*** Opening Records for this exercise ***

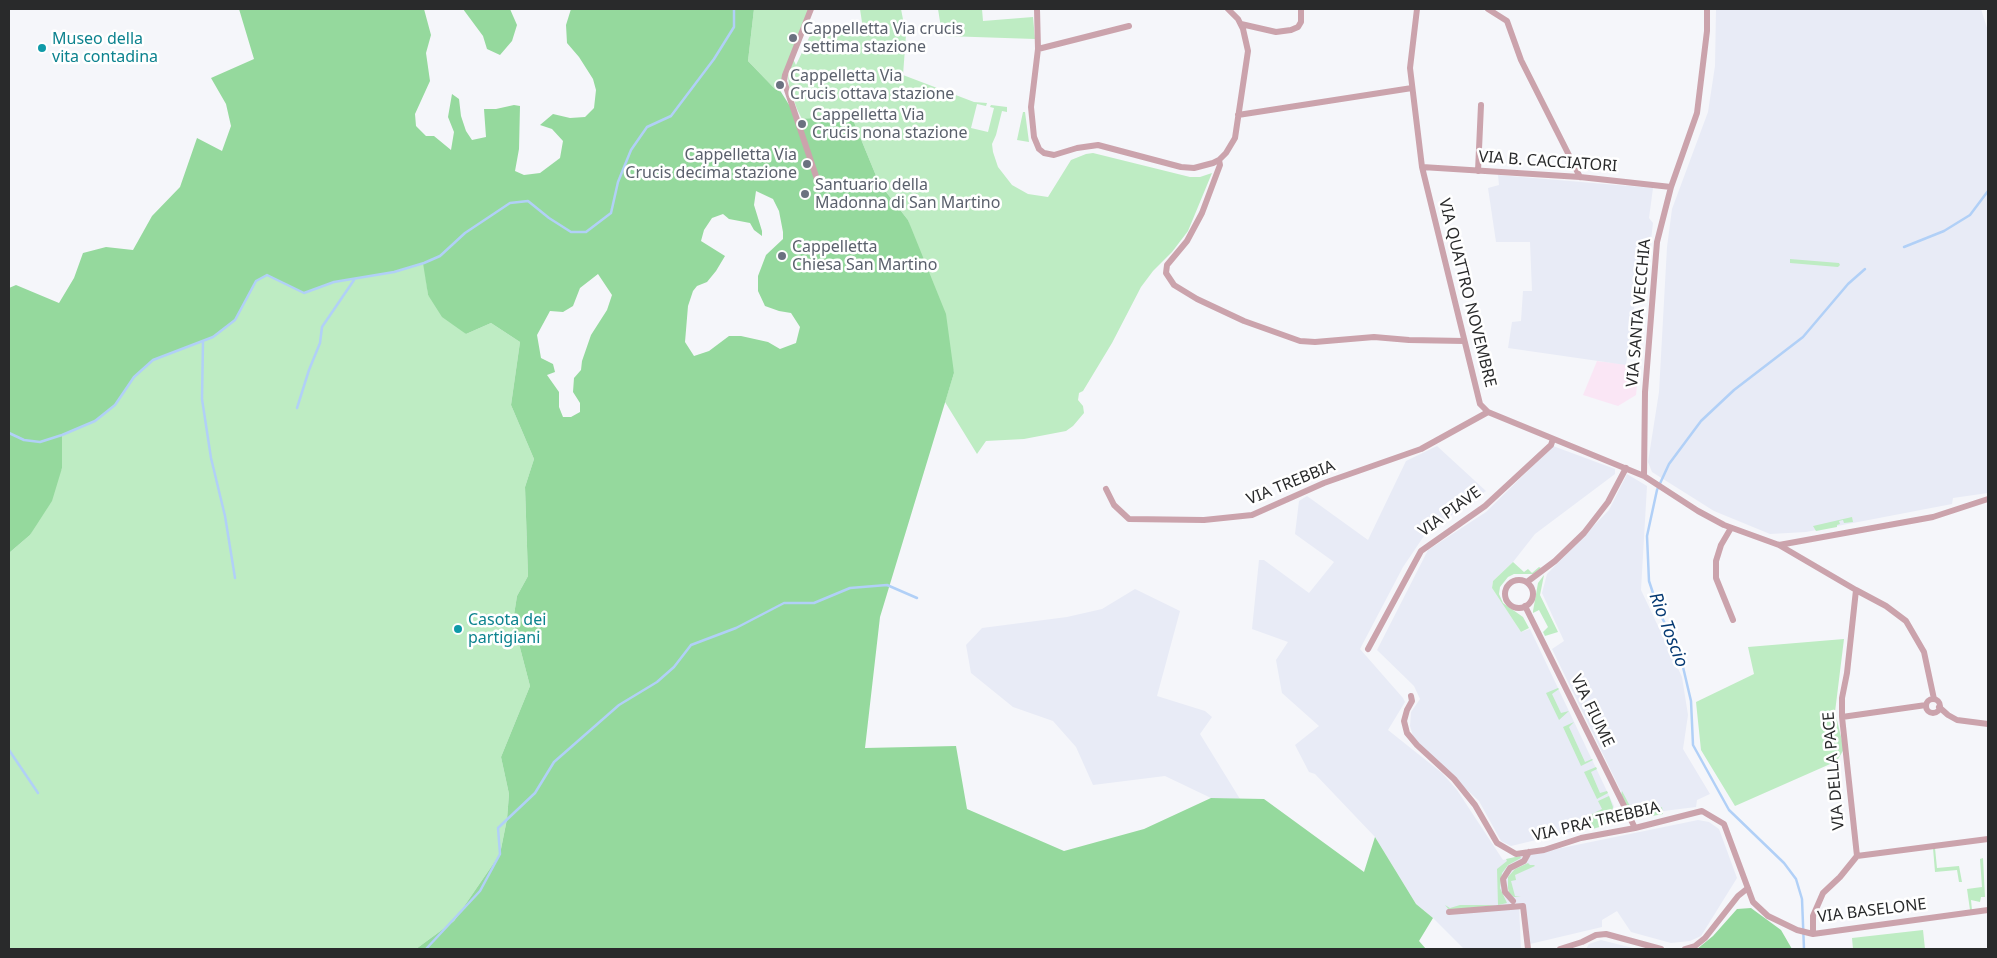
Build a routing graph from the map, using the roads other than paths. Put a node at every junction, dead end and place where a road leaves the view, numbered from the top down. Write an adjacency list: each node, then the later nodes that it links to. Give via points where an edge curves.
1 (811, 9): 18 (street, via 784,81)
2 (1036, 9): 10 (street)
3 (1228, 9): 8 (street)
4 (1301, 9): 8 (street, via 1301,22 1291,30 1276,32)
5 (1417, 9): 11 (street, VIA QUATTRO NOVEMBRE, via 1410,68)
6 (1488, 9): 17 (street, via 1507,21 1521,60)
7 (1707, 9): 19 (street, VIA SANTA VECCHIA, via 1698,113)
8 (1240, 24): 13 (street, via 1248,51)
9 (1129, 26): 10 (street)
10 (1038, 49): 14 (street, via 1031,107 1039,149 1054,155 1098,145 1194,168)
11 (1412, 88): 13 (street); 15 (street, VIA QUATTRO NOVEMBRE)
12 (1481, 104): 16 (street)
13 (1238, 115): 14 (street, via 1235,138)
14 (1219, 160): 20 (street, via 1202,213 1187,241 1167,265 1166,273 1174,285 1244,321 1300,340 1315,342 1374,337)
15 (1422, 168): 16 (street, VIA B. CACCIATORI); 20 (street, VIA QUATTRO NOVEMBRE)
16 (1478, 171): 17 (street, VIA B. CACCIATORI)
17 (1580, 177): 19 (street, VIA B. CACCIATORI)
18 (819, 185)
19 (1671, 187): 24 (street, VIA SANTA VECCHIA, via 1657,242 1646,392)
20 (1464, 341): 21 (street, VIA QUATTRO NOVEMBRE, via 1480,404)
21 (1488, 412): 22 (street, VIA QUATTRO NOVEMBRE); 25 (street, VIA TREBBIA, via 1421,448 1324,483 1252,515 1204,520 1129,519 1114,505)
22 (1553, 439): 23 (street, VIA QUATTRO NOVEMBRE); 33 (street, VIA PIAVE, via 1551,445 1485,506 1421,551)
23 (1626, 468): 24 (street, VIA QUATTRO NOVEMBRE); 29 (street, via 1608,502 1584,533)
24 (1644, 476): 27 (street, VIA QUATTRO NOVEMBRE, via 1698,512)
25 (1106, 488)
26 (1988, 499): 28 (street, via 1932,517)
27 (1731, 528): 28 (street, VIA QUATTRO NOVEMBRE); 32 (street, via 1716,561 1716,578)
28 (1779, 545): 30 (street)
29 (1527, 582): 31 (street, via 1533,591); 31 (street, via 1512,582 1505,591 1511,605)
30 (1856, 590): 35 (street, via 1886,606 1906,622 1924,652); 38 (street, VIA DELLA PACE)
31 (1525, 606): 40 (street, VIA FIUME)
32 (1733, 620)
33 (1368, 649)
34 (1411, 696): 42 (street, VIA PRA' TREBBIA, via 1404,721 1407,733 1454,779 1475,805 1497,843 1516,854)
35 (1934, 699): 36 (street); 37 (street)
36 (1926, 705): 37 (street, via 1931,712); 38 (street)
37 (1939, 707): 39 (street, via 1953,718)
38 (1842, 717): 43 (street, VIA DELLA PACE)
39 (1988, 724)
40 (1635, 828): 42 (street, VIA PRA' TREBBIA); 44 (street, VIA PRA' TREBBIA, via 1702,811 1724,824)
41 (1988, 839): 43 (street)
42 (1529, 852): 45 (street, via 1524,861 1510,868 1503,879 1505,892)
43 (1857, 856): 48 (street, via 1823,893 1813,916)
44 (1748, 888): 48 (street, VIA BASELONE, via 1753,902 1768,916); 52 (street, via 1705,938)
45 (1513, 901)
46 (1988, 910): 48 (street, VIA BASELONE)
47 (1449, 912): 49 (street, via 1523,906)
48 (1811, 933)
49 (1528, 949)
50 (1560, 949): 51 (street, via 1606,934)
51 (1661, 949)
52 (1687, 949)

*** Closing Records for this exercise ***
*** Opening Records for this exercise ***

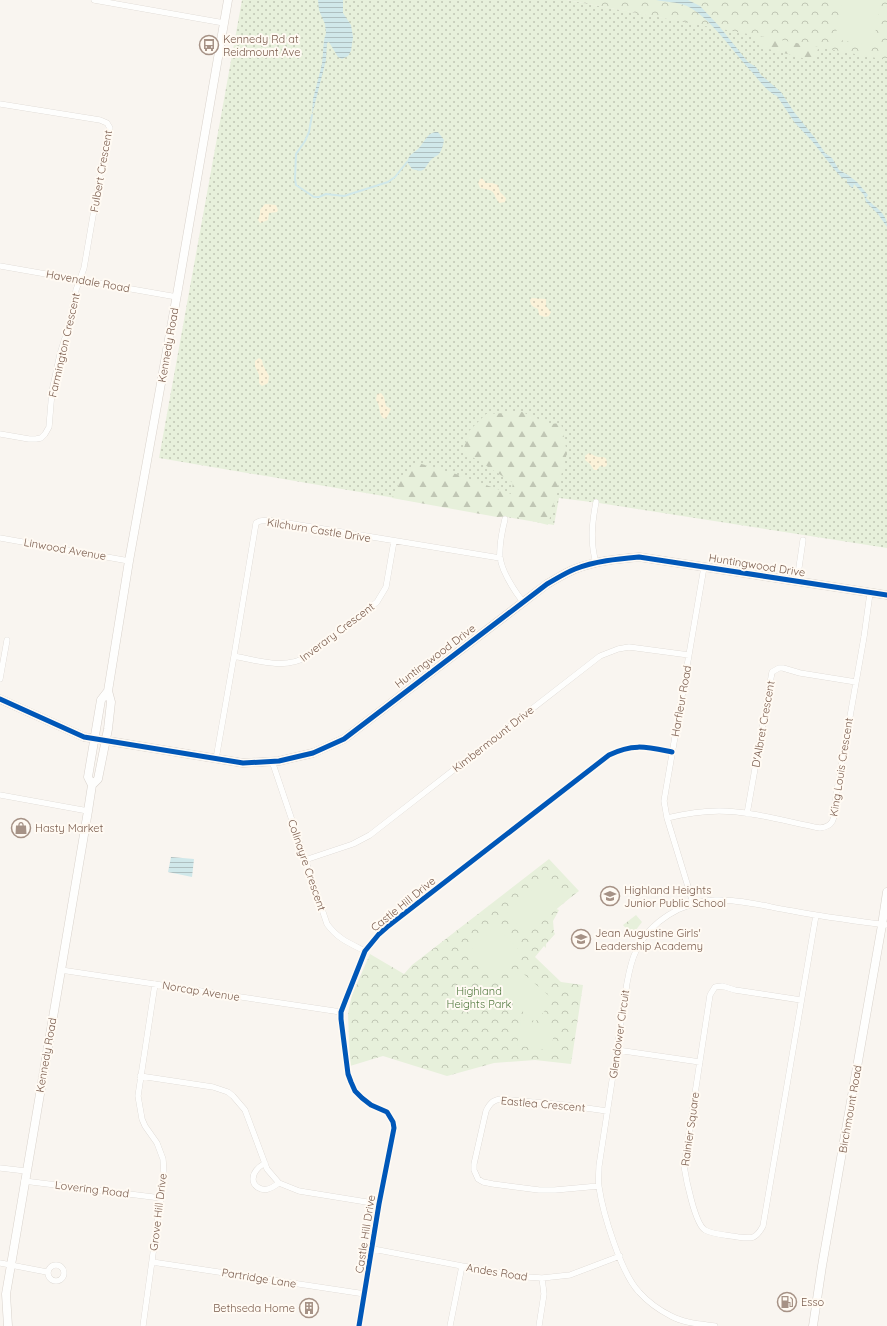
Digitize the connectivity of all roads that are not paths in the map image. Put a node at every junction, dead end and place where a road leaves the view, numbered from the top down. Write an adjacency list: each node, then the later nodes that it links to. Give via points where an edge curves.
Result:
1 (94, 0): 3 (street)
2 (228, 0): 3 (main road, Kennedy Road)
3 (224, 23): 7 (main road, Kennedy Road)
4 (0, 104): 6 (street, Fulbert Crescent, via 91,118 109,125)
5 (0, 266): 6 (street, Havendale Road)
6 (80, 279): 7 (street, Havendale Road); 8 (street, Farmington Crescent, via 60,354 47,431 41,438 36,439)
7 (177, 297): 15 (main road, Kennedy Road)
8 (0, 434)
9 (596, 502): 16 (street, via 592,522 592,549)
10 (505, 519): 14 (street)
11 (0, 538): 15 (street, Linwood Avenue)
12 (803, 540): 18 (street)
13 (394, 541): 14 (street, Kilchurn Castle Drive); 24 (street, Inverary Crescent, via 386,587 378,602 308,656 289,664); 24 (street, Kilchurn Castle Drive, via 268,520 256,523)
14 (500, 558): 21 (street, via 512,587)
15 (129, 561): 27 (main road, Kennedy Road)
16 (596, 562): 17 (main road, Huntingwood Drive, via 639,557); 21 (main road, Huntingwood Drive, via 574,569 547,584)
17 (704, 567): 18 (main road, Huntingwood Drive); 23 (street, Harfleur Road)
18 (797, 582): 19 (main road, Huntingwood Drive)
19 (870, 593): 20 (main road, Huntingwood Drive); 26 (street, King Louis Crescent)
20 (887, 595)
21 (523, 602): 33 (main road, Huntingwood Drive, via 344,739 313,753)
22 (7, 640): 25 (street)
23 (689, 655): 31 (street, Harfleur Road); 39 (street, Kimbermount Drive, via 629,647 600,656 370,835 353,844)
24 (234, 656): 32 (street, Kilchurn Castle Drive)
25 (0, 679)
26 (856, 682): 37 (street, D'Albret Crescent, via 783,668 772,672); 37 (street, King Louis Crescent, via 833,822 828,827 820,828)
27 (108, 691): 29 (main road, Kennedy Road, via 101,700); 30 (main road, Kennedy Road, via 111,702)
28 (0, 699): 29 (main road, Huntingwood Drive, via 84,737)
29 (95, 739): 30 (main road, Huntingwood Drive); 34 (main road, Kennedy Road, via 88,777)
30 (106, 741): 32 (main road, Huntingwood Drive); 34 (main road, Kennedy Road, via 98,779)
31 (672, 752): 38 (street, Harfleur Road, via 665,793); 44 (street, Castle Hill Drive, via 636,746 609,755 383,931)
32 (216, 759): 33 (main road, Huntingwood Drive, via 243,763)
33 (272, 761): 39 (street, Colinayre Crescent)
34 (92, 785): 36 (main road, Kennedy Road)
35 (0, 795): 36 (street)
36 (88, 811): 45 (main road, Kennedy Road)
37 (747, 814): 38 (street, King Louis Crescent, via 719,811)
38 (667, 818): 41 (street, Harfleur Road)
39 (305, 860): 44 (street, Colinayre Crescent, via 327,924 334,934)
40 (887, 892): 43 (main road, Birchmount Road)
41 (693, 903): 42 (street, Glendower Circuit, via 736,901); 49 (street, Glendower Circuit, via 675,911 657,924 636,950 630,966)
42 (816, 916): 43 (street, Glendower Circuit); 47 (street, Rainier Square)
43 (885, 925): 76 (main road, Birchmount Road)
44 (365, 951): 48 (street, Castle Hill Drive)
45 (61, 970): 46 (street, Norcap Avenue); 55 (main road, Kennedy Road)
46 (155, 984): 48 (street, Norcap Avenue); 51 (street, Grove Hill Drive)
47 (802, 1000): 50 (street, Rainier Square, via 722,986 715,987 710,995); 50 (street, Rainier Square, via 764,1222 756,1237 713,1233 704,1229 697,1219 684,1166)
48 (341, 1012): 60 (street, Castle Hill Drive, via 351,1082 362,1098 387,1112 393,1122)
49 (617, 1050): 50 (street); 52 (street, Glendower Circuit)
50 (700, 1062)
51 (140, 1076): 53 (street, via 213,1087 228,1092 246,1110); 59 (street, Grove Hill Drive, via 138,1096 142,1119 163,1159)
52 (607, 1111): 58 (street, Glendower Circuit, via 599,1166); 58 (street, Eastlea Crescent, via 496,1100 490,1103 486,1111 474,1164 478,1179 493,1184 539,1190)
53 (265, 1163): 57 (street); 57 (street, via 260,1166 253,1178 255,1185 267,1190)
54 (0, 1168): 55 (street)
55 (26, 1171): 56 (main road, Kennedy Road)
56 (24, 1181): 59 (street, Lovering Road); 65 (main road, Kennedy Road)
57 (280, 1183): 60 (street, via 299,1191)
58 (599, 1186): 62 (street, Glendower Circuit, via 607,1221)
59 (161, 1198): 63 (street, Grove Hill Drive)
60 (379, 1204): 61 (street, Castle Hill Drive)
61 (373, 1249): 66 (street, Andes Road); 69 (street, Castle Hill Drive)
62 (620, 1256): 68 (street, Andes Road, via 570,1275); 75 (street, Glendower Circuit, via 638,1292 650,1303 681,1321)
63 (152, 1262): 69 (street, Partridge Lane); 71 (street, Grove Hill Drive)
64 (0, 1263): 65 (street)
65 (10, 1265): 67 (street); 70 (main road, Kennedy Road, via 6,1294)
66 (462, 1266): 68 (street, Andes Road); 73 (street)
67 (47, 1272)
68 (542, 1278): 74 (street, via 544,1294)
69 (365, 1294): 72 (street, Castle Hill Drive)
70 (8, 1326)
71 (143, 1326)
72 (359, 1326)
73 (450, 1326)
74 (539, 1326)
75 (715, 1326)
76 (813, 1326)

*** Closing Records for this exercise ***

**About this task:**
Filter the listing for the word "Glendower" and copy every line that holds it.

**Exercise response:**
41 (693, 903): 42 (street, Glendower Circuit, via 736,901); 49 (street, Glendower Circuit, via 675,911 657,924 636,950 630,966)
42 (816, 916): 43 (street, Glendower Circuit); 47 (street, Rainier Square)
49 (617, 1050): 50 (street); 52 (street, Glendower Circuit)
52 (607, 1111): 58 (street, Glendower Circuit, via 599,1166); 58 (street, Eastlea Crescent, via 496,1100 490,1103 486,1111 474,1164 478,1179 493,1184 539,1190)
58 (599, 1186): 62 (street, Glendower Circuit, via 607,1221)
62 (620, 1256): 68 (street, Andes Road, via 570,1275); 75 (street, Glendower Circuit, via 638,1292 650,1303 681,1321)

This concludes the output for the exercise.